Ainda bem que eu tenho essa prova de intercâmbio hoje. Ontem à noite, quando eu pedi para a minha mãe
assinar a tal nota da diretora, fiquei morrendo de medo de levar um castigo terrível (tipo ser proibida de ir ao
cinema), mas tudo o que ela disse foi: “Claro que você está com falta de atenção, afinal, amanhã vai ter que fazer
uma prova mais importante para o seu futuro do que qualquer provinha que esse colégio possa te aplicar”. E
assinando, continuou: “Você já resolveu com que roupa vai? Nada de jeans, viu, minha filha? A nossa imagem é
muito importante nessas ocasiões. Acho que o ideal seria um tailleur, que por sinal você não tem. O problema é
que o único horário em que eu poderia ir com você comprar seria de manhã...”.
Ficou um pouco pensativa, leu o bilhete da diretora de novo e disse: “Sabe de uma coisa? Acho melhor você não
ir à escola amanhã. É bom que você dorme mais um pouco, fica com a aparência descansada e lá pras 10 horas a
gente vai ao shopping e resolve esse problema da roupa”.
Ela me devolveu o papel e saiu cantarolando. De repente, voltou-se para mim, apontou para a minha mão e
falou: “Ah! Mostre isso para o seu pai. Ele é que vai ter que ir se encontrar com a sua diretora na sexta-feira, eu
tenho consulta com a minha dermatologista nesse mesmo horário”.
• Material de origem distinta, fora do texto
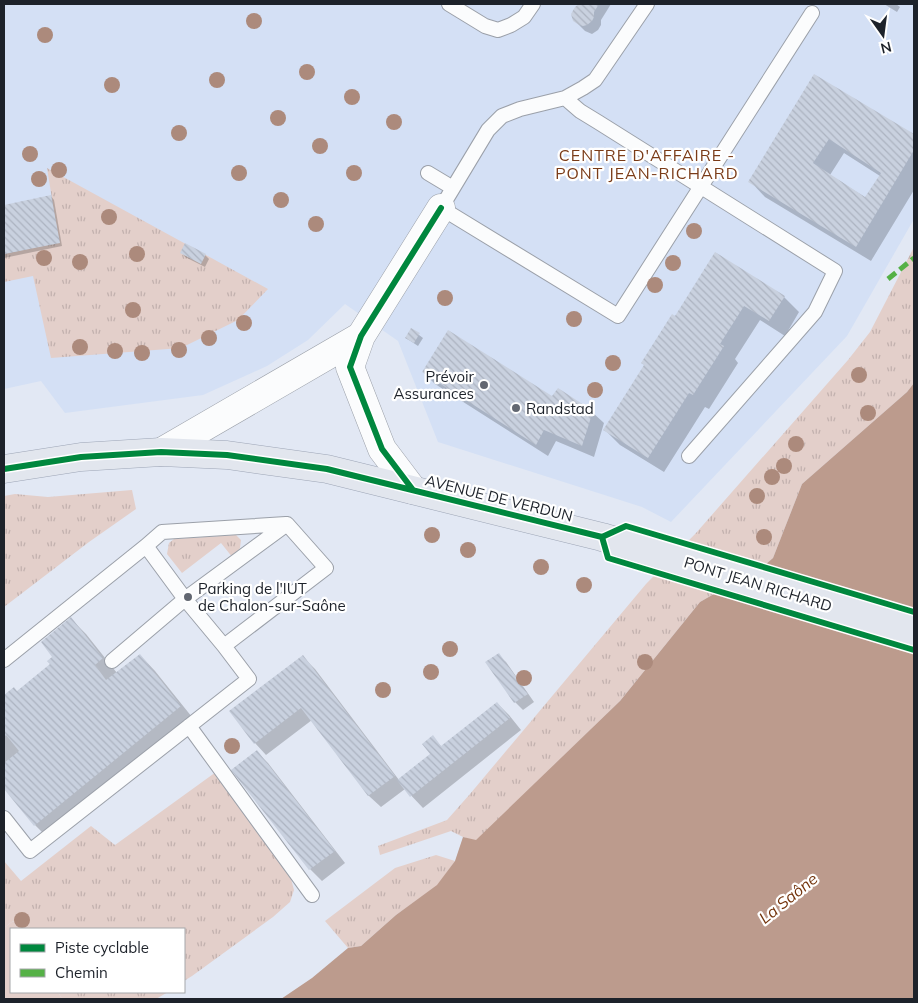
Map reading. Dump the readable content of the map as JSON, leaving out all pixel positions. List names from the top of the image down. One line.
{"streets":{"main road":["AVENUE DE VERDUN","PONT JEAN RICHARD"]},"crossings":[["AVENUE DE VERDUN","PONT JEAN RICHARD"]],"districts":["CENTRE D'AFFAIRE - PONT JEAN-RICHARD"],"water":["La Saône"],"places":["Prévoir Assurances","Randstad","Parking de l'IUT de Chalon-sur-Saône"],"legend":["Piste cyclable","Chemin"],"north":"bottom"}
Minha mãe me surpreende. Se fosse em algum outro dia, tenho certeza de que ela gritaria, reclamaria das
minhas companhias, perguntaria se eu estou precisando de uma psicóloga, me colocaria de castigo e faria questão
de ir pessoalmente falar com a diretora. Acho que ela está realmente se importando com essa coisa de
intercâmbio. Pelo que eu estou entendendo, parece que uns filhos de umas amigas dela passaram na entrevista do
ano passado e ela não quer ficar por baixo. Ou seja, eu que experimente não passar nesse negócio que o tal castigo
virá dobrado! Minha mãe odeia não ser a melhor em qualquer coisa que seja, e isso me inclui. Por isso, ela faz
questão que eu, pelo menos, pareça uma filha perfeita.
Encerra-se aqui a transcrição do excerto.